__WHAT YOU SHOULD DO__
Return each line below holding the string "main".
+--
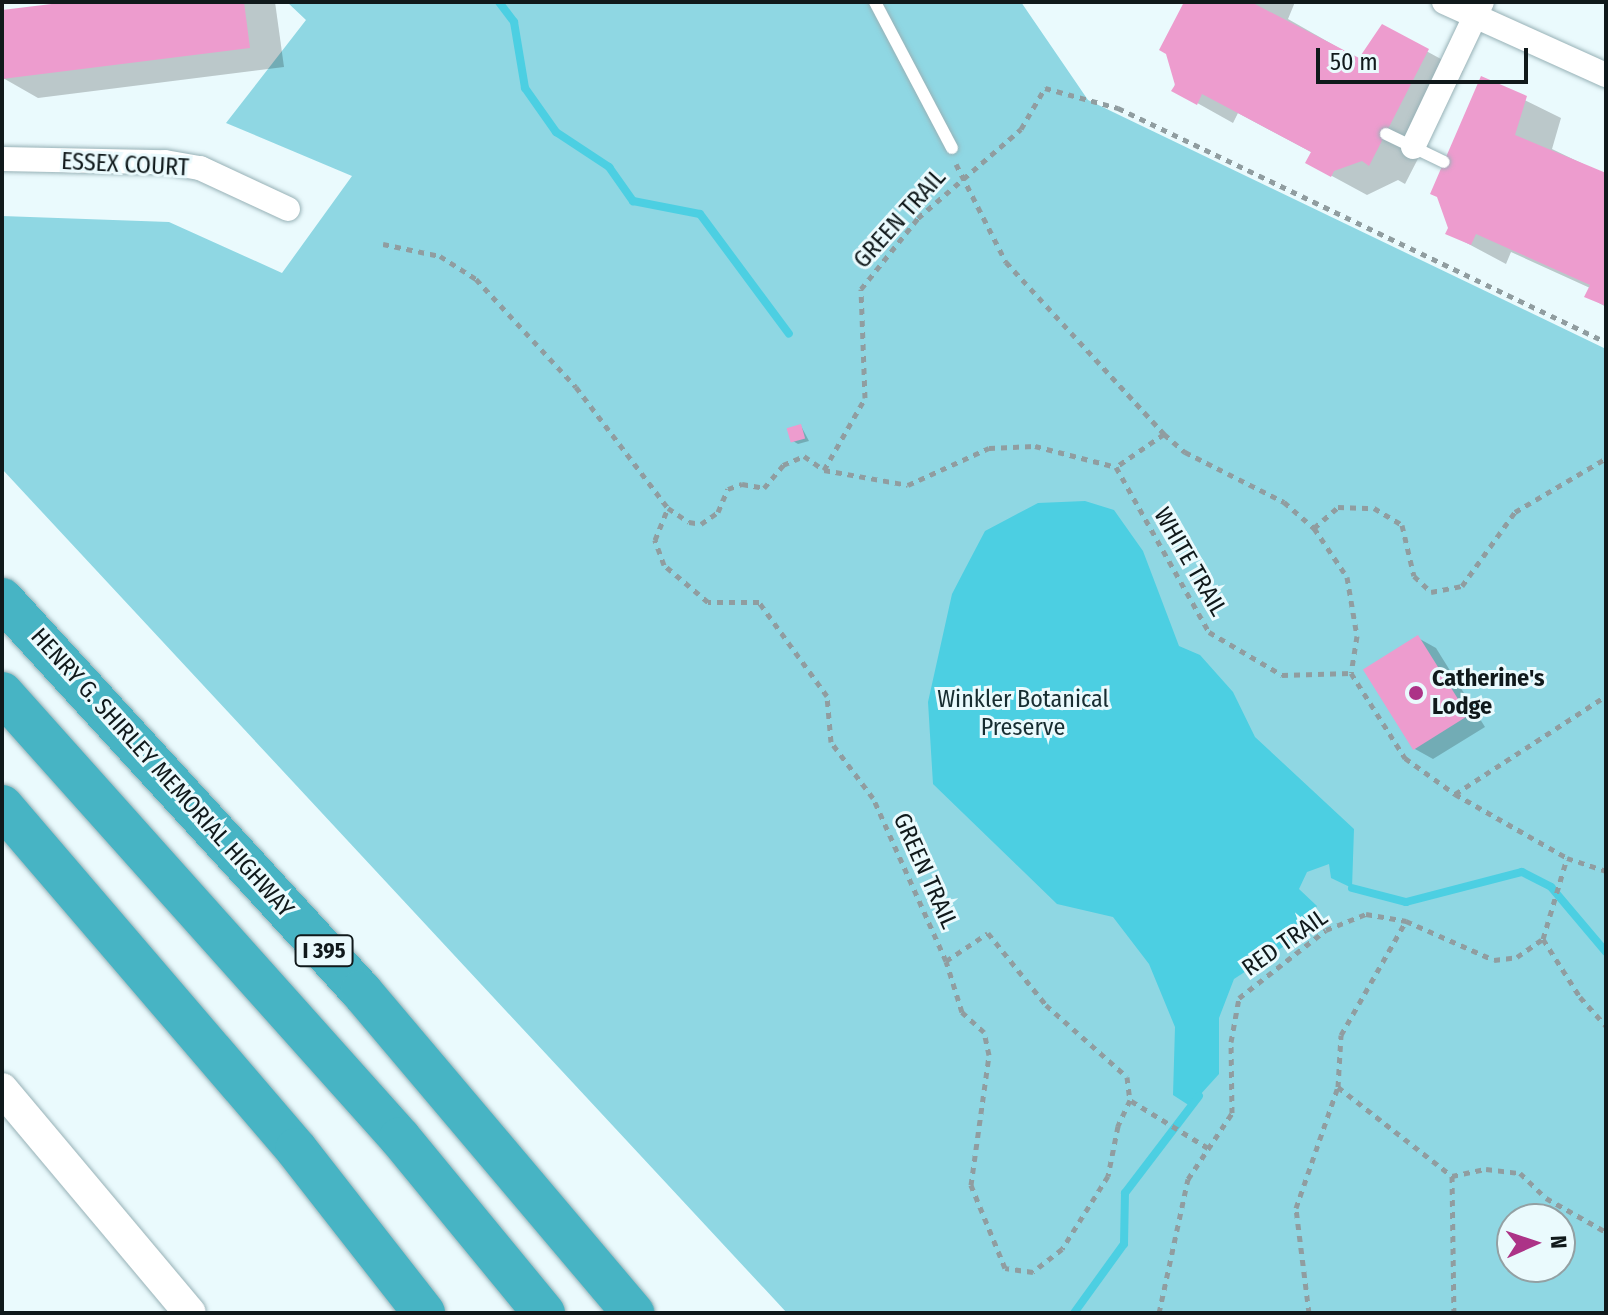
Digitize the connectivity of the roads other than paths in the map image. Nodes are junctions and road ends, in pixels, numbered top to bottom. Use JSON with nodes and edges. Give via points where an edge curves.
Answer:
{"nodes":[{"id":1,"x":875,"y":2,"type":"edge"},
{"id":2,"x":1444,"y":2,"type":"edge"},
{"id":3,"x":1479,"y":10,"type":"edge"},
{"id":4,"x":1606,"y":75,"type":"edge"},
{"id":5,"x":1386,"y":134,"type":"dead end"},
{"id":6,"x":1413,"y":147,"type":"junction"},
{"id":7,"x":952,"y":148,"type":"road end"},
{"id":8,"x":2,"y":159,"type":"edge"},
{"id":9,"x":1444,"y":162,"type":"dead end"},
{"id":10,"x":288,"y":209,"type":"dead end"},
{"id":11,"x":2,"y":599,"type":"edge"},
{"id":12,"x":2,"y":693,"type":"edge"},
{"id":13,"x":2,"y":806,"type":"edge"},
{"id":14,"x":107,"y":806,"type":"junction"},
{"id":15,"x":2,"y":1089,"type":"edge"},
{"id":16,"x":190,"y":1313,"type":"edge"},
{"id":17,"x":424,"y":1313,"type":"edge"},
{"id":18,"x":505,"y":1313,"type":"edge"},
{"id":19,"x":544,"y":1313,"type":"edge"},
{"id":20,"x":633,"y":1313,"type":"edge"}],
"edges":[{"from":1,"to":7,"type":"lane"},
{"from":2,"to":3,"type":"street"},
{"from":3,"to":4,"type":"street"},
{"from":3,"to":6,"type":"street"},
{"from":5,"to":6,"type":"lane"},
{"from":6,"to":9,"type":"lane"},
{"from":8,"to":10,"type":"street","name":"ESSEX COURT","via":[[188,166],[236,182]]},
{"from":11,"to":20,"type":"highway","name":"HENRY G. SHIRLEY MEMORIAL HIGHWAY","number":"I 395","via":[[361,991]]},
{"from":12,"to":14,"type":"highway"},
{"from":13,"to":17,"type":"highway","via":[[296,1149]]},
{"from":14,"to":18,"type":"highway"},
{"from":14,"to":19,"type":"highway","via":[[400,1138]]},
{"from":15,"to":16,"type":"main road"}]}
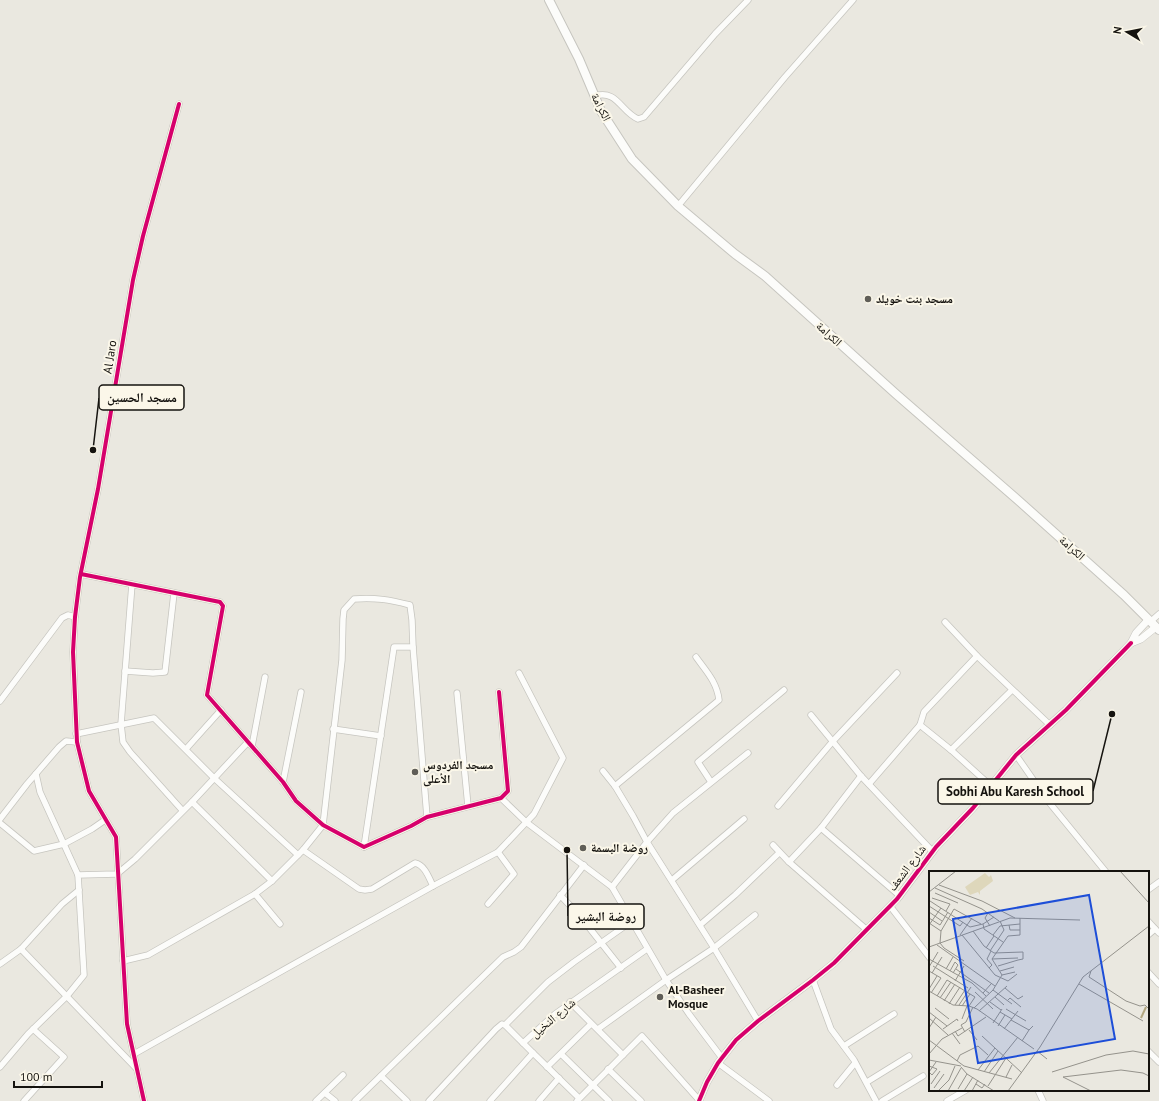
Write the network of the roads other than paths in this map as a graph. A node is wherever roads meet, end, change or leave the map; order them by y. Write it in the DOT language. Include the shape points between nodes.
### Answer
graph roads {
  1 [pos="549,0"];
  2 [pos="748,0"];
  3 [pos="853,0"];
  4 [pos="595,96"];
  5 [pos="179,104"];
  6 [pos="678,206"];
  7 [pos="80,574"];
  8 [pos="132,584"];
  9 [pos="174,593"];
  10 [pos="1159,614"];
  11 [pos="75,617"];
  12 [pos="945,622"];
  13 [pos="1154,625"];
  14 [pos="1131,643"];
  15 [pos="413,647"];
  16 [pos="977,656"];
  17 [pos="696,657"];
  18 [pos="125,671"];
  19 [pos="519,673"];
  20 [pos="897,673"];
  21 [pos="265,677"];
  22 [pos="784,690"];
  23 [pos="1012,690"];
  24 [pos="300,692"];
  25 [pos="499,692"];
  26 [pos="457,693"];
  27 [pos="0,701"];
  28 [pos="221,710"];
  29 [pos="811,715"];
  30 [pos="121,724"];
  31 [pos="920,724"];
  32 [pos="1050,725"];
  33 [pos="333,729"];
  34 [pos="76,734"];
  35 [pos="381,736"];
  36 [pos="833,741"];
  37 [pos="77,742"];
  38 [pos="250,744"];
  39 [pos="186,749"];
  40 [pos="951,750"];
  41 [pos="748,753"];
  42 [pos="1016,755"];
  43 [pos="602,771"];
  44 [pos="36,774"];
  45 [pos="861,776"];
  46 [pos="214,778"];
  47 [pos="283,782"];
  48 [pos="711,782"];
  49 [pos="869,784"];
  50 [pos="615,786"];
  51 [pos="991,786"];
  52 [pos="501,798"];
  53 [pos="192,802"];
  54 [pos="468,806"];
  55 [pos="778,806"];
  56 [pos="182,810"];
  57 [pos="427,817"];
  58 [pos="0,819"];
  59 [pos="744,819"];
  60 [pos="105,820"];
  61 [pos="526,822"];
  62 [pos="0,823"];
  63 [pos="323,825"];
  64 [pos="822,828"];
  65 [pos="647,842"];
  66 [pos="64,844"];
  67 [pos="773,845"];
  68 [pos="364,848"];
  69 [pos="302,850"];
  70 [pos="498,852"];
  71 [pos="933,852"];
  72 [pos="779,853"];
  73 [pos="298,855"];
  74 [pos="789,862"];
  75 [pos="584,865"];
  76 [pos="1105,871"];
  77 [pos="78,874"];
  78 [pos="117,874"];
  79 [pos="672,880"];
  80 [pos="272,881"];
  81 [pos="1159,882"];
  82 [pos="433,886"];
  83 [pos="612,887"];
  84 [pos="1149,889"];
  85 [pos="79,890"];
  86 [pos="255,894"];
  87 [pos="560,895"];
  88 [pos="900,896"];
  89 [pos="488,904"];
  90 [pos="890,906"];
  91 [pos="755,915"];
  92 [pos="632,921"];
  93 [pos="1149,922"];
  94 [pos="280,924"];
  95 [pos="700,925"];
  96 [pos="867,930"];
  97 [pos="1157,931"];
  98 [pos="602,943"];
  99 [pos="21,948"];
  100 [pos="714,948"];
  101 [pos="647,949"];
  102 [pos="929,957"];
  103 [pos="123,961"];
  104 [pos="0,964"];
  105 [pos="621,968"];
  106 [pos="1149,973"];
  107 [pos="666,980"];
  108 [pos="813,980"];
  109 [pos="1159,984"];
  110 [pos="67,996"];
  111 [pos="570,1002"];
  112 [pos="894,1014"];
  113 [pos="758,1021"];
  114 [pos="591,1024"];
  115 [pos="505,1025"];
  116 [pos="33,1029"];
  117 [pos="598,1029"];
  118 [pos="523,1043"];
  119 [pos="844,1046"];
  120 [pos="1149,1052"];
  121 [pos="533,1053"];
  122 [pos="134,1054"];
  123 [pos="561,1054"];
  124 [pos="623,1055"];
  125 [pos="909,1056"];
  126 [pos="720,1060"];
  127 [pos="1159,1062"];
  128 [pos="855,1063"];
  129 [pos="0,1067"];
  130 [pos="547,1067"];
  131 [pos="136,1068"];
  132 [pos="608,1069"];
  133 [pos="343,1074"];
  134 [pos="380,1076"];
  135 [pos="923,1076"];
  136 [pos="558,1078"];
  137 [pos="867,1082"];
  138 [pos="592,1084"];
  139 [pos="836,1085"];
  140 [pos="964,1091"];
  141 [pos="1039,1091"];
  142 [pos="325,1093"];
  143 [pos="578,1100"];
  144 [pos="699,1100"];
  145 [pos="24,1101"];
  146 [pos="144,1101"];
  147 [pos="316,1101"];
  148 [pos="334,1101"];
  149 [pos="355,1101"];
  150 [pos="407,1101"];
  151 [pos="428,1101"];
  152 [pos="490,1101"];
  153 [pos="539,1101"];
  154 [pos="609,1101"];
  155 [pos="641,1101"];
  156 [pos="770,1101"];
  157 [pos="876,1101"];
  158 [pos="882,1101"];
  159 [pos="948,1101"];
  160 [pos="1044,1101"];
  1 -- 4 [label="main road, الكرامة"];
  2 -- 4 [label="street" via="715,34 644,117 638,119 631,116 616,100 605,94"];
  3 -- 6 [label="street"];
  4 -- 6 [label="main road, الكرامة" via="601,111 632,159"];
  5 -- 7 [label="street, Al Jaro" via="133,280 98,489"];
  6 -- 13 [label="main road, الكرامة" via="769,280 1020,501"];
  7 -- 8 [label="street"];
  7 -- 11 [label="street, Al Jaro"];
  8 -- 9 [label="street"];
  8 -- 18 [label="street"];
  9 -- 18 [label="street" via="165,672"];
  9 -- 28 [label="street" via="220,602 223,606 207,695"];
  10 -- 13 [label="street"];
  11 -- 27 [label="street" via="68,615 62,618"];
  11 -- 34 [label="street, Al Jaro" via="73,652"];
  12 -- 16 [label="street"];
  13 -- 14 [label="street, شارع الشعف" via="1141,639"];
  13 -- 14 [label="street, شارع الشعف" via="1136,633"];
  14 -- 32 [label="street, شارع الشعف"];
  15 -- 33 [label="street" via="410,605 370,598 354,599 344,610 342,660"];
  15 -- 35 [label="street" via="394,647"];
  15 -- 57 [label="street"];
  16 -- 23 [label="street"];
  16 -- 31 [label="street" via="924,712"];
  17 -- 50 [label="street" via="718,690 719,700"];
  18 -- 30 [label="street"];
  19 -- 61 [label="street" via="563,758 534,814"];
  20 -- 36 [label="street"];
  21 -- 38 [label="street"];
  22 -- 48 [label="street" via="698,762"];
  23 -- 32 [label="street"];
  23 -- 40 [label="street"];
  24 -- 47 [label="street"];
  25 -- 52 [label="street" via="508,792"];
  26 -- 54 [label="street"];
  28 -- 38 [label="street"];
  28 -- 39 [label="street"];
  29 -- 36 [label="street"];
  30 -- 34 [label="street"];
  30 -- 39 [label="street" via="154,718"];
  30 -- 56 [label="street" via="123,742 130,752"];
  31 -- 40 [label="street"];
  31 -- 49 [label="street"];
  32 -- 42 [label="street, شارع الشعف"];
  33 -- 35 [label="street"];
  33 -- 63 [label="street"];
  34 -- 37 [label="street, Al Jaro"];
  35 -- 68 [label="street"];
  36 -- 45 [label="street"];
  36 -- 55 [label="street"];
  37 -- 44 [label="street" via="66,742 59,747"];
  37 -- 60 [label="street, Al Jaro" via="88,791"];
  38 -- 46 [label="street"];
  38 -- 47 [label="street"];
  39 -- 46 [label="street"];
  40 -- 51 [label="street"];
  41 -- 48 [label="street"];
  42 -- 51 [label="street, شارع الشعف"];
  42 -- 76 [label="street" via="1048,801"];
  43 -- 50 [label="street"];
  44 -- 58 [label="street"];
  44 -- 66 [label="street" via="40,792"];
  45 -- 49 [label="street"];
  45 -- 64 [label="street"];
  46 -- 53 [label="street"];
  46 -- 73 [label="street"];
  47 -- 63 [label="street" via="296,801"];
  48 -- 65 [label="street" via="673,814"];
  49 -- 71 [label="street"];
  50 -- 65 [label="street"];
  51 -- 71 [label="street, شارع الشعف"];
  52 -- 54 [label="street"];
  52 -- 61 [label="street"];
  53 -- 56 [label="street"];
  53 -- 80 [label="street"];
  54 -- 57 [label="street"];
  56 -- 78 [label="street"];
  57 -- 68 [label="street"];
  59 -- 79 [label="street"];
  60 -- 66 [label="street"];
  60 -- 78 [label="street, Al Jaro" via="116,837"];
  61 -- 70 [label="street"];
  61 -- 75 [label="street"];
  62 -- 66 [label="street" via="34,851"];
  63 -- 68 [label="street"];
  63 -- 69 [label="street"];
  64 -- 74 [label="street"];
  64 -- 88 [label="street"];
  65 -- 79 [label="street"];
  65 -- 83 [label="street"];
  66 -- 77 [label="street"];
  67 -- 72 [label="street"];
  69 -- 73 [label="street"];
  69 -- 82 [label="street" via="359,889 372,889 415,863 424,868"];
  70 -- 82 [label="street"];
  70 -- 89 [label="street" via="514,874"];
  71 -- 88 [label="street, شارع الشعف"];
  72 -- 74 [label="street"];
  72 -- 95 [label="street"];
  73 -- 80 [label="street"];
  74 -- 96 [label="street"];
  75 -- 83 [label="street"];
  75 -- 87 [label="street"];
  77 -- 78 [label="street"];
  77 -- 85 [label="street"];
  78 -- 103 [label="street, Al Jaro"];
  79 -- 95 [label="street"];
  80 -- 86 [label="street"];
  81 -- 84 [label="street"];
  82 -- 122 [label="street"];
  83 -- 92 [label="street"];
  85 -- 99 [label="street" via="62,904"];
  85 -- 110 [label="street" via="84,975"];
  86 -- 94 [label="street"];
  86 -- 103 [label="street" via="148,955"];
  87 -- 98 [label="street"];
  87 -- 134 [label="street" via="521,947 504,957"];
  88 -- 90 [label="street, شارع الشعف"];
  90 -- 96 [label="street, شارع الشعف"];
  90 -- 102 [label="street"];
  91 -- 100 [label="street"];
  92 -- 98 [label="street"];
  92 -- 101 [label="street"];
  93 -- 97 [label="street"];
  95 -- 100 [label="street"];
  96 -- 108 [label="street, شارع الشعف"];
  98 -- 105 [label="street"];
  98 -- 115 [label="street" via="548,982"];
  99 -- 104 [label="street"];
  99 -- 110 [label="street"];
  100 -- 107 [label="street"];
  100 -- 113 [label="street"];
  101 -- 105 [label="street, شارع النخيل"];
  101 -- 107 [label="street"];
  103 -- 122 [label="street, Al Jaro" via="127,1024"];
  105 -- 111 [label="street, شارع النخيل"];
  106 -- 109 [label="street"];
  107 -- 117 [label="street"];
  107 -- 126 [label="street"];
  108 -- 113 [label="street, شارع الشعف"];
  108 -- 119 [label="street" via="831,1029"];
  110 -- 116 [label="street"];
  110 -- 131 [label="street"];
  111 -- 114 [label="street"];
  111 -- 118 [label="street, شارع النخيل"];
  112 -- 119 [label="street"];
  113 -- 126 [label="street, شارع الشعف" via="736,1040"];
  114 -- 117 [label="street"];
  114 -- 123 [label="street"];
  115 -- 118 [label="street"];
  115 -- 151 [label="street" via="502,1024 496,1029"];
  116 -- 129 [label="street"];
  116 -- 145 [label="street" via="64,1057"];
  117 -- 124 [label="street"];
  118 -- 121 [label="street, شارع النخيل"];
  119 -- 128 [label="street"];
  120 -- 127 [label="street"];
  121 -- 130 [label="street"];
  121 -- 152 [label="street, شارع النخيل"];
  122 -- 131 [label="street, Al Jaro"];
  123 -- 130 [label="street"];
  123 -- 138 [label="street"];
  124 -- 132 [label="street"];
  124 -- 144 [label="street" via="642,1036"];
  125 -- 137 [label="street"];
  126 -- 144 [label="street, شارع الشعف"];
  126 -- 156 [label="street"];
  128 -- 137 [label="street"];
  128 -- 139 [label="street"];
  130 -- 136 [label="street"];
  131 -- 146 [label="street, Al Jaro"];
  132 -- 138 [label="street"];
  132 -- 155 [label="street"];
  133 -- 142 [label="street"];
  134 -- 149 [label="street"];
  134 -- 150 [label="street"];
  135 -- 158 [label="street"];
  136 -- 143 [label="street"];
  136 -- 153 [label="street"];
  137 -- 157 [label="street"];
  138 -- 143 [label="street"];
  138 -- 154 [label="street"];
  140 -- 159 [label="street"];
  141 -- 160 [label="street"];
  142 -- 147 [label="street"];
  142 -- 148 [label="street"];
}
+--
__EXERCISE RESULT__
{"from":15,"to":16,"type":"main road"}]}
  1 -- 4 [label="main road, الكرامة"];
  4 -- 6 [label="main road, الكرامة" via="601,111 632,159"];
  6 -- 13 [label="main road, الكرامة" via="769,280 1020,501"];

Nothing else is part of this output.